=== Work to be completed ===
Entries follow. Return each line that contains the word "bridge".

=== Source material ===

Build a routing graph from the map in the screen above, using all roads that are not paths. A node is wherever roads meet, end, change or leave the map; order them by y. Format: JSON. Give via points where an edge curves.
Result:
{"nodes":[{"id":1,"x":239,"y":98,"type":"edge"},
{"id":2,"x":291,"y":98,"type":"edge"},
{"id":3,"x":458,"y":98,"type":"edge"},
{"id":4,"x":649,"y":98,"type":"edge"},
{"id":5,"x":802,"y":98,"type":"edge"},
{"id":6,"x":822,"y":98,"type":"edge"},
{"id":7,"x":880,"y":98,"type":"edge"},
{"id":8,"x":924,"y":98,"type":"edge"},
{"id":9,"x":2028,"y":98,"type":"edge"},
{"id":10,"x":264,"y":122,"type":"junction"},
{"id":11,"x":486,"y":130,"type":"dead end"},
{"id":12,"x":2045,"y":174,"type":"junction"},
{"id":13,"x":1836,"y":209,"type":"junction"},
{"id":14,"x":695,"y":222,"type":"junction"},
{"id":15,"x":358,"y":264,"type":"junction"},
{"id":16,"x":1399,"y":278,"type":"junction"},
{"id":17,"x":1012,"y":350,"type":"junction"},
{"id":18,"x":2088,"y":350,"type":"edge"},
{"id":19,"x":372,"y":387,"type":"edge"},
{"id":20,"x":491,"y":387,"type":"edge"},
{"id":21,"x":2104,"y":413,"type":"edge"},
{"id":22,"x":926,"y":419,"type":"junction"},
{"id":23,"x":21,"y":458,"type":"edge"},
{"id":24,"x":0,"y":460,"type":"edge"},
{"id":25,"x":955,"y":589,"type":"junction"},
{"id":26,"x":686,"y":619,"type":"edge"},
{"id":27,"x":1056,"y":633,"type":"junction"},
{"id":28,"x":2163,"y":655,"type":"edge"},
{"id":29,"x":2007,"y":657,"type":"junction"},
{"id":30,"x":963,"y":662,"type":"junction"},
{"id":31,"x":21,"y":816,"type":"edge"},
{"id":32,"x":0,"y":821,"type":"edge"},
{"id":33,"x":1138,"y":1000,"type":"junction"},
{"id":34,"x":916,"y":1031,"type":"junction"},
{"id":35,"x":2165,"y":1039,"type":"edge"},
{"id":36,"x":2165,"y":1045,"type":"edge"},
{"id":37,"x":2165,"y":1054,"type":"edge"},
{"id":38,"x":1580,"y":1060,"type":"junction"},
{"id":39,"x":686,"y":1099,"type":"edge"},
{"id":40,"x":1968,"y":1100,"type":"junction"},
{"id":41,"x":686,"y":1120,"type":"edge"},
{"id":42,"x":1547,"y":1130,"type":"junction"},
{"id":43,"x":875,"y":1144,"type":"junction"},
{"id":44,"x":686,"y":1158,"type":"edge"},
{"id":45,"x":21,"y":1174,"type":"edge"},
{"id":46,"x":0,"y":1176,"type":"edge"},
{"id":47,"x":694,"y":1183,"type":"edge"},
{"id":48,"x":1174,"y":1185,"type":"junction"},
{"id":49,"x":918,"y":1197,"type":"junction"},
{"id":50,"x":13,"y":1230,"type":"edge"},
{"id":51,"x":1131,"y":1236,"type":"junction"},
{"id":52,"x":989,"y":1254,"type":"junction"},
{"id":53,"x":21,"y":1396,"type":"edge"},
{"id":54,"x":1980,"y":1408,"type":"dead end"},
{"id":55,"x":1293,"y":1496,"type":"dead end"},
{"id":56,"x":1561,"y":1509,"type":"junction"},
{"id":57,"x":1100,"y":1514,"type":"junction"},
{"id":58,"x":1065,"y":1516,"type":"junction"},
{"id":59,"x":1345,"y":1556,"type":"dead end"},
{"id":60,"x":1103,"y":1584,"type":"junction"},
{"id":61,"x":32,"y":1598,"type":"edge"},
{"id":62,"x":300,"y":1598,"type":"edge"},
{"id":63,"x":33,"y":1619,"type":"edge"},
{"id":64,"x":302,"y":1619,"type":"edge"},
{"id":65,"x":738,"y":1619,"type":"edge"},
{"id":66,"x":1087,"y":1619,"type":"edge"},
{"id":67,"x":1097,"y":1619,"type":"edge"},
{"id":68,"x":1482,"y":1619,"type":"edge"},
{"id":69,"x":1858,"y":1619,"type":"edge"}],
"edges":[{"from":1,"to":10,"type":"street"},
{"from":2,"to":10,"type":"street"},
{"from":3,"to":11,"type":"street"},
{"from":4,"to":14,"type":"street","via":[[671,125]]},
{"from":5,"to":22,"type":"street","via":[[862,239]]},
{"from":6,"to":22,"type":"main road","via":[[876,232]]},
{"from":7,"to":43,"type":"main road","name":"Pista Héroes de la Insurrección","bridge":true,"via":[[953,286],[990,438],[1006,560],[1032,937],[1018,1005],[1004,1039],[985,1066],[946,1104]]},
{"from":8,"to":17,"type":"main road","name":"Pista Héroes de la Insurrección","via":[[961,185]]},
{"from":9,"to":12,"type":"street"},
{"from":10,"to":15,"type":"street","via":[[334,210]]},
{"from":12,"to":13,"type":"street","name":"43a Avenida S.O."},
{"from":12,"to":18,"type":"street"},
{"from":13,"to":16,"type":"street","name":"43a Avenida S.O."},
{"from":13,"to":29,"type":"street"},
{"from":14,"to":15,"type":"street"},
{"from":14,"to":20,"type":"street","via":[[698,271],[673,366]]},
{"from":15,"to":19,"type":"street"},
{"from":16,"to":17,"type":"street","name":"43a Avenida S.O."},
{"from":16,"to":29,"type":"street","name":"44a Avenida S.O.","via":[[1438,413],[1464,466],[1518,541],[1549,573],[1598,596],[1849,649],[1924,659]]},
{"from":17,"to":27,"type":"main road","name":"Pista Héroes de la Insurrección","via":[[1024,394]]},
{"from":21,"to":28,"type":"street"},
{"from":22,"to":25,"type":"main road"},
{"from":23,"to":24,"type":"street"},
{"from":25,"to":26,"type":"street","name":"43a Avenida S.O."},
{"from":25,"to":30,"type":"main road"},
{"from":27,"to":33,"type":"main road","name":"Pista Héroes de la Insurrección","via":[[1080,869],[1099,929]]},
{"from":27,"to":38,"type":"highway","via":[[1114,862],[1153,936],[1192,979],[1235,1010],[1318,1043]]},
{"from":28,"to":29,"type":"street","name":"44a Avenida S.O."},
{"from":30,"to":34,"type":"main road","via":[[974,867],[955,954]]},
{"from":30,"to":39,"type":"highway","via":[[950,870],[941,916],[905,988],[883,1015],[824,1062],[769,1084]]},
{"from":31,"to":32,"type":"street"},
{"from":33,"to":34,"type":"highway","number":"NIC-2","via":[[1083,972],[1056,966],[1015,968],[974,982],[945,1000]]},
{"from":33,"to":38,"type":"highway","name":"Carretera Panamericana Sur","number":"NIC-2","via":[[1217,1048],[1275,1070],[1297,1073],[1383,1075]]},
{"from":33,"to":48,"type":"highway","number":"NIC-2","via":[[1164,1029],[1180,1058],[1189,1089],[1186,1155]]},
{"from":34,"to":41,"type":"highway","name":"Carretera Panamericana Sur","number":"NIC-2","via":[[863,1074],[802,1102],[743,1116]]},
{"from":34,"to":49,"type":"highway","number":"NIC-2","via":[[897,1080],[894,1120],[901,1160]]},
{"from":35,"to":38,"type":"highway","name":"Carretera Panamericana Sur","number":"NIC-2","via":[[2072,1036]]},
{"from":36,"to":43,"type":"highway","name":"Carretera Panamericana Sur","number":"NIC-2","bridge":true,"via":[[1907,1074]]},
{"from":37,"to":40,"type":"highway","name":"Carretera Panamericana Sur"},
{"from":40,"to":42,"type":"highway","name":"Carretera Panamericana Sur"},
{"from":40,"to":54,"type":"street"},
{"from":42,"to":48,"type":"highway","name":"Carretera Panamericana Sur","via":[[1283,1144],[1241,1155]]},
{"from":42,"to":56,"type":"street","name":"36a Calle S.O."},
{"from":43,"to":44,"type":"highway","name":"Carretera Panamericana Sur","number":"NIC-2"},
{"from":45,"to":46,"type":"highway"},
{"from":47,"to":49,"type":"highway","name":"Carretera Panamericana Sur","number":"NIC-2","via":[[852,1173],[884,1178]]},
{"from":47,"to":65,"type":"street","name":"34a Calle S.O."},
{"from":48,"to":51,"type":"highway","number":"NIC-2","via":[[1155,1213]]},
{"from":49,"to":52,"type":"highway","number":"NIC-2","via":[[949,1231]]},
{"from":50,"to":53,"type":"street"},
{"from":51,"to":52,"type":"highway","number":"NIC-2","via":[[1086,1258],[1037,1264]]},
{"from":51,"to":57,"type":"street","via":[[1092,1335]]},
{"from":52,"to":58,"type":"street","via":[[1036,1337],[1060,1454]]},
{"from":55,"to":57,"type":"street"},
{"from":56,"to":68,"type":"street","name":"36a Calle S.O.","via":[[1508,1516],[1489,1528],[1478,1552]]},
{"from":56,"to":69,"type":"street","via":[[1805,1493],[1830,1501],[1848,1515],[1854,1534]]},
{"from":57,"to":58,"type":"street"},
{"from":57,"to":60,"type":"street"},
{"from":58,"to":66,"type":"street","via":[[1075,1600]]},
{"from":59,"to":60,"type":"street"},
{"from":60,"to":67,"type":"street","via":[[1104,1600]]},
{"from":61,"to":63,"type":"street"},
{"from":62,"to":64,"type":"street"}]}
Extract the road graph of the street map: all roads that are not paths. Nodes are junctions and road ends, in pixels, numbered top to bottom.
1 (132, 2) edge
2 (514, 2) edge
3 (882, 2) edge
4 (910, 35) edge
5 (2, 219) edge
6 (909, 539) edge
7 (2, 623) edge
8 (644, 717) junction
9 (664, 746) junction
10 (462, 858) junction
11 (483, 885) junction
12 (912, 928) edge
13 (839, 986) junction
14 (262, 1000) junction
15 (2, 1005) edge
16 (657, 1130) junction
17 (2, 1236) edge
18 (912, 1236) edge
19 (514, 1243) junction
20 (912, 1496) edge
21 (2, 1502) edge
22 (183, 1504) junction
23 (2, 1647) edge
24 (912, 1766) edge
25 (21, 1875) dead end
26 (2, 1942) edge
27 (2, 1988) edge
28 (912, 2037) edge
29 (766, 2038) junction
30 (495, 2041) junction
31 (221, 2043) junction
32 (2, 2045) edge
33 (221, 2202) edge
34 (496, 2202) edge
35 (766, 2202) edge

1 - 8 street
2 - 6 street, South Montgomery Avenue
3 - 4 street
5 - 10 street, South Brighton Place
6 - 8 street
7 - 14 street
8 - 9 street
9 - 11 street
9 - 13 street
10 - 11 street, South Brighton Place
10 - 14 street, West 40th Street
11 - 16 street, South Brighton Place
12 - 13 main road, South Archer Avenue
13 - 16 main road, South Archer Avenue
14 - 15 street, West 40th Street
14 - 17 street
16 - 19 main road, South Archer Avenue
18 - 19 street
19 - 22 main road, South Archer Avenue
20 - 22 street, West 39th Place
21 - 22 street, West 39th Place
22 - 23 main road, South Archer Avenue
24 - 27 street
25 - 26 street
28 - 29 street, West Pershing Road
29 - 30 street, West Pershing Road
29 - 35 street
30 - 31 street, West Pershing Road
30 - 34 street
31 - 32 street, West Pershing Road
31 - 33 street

=== Your solution ===
{"from":7,"to":43,"type":"main road","name":"Pista Héroes de la Insurrección","bridge":true,"via":[[953,286],[990,438],[1006,560],[1032,937],[1018,1005],[1004,1039],[985,1066],[946,1104]]},
{"from":36,"to":43,"type":"highway","name":"Carretera Panamericana Sur","number":"NIC-2","bridge":true,"via":[[1907,1074]]},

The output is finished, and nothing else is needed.